Access to Information
FinCEN will establish a secure, non-public database that will house the disclosed beneficial ownership information. FinCEN will be allowed, upon written request, to share the reported information for official purposes with any Federal government agency as well as state and local law enforcement agencies, financial institutions, and other authorized entities. Foreign law enforcement agencies (when requested through a US Federal agency) may also have indirect access to this information.
The IRS is allowed to access this information without a written request for “tax administration purposes.” This term is deemed by the Internal Revenue Code section 6103(b)(4) to include assessment, collection, enforcement, litigation, or publication and statistical gathering.
FinCEN Unique Identifier
In order to streamline the process FinCEN has the ability to provide Beneficial Owners and Company Applicants a unique identifying number.
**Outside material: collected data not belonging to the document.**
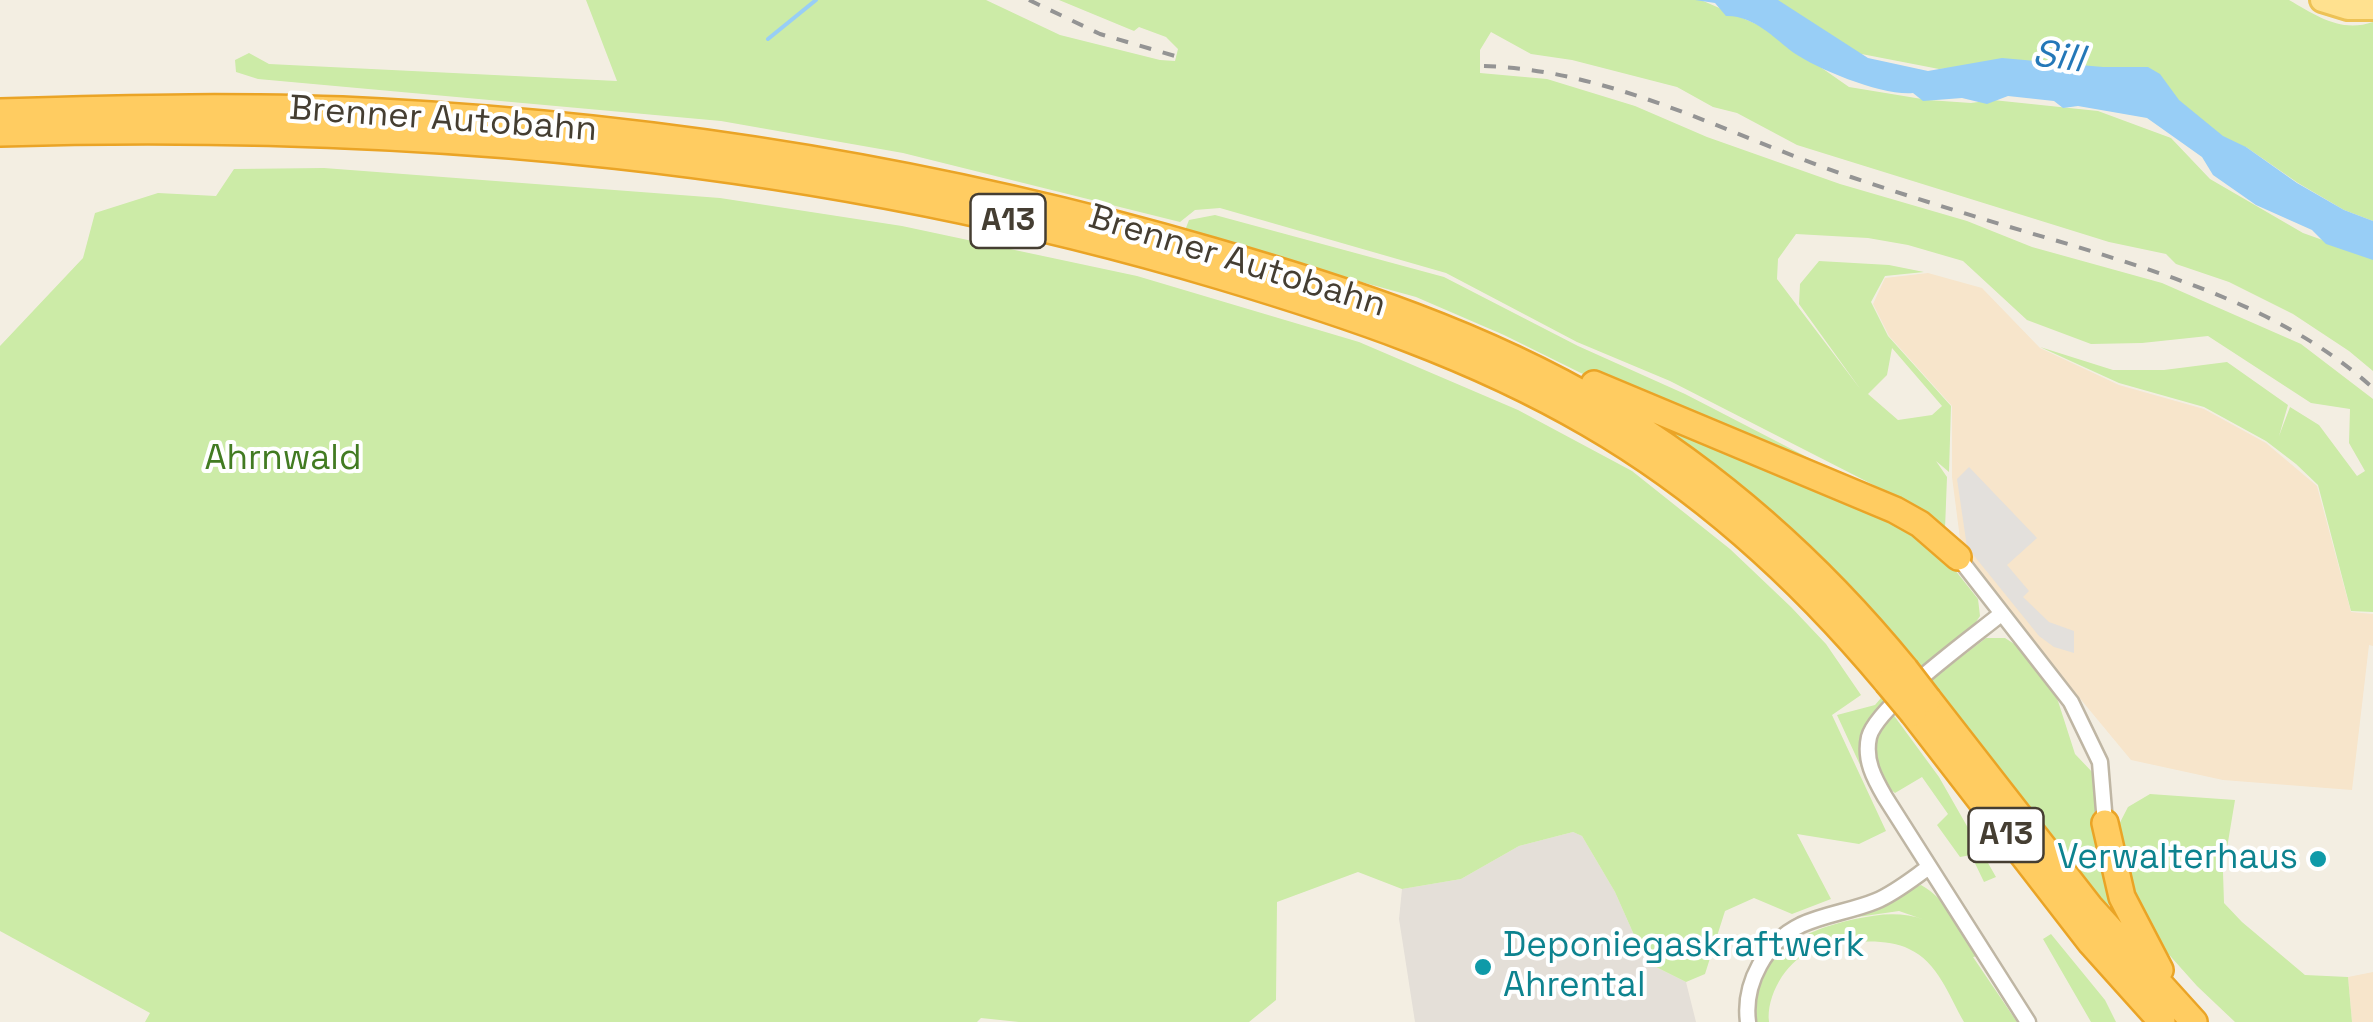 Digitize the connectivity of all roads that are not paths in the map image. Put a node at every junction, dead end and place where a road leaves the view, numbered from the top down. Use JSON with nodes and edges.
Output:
{"nodes":[{"id":1,"x":2322,"y":0,"type":"edge"},
{"id":2,"x":2373,"y":8,"type":"edge"},
{"id":3,"x":0,"y":112,"type":"edge"},
{"id":4,"x":0,"y":134,"type":"edge"},
{"id":5,"x":1495,"y":350,"type":"junction"},
{"id":6,"x":1958,"y":557,"type":"joint"},
{"id":7,"x":2001,"y":614,"type":"junction"},
{"id":8,"x":1896,"y":676,"type":"junction"},
{"id":9,"x":1921,"y":706,"type":"junction"},
{"id":10,"x":2105,"y":823,"type":"joint"},
{"id":11,"x":1929,"y":867,"type":"junction"},
{"id":12,"x":2101,"y":956,"type":"junction"},
{"id":13,"x":2191,"y":1020,"type":"edge"},
{"id":14,"x":1748,"y":1022,"type":"edge"},
{"id":15,"x":2028,"y":1022,"type":"edge"},
{"id":16,"x":2134,"y":1022,"type":"edge"},
{"id":17,"x":2162,"y":1022,"type":"edge"}],
"edges":[{"from":1,"to":2,"type":"main road"},
{"from":3,"to":5,"type":"highway","name":"Brenner Autobahn","number":"A13"},
{"from":4,"to":8,"type":"highway","name":"Brenner Autobahn","number":"A13"},
{"from":5,"to":6,"type":"highway"},
{"from":5,"to":8,"type":"highway","name":"Brenner Autobahn","number":"A13"},
{"from":6,"to":7,"type":"street"},
{"from":7,"to":10,"type":"street"},
{"from":7,"to":11,"type":"street"},
{"from":8,"to":9,"type":"highway","name":"Brenner Autobahn","number":"A13","bridge":true},
{"from":9,"to":12,"type":"highway","name":"Brenner Autobahn","number":"A13"},
{"from":9,"to":13,"type":"highway","name":"Brenner Autobahn","number":"A13"},
{"from":10,"to":13,"type":"highway"},
{"from":11,"to":14,"type":"street"},
{"from":11,"to":15,"type":"street"},
{"from":12,"to":16,"type":"highway"},
{"from":12,"to":17,"type":"highway","name":"Brenner Autobahn","number":"A13"}]}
The beneficial owner and/or company applicant must apply to FinCEN for this number by providing all of the required “Information to be Provided” as outlined above. The beneficial owner or company applicant may then provide their FinCEN unique identifier to any reporting entity that must include them in their report rather than providing the detailed information outlined above. It is the responsibility of the beneficial owner or company applicant to update their information with FinCEN within 30 days should anything change (i.e. change of address, updated driver’s license, etc). This number may be useful to those who may have to report their information to numerous reporting entities.
Penalties may be assessed for willful failure to comply with the CTA or for the provision of false or misleading information. These penalties may be up to $500 per day until the violation has been remedied and/or a fine up to $10,000 and up to 2 years imprisonment.
The impact of the CTA will be far-reaching and may require significant changes and increased diligence when it comes to the record keeping of U.S. businesses. Please consult your attorney and CPA to ensure you are well informed and equipped to prepare, file, and update your required reports in an accurate and timely manner.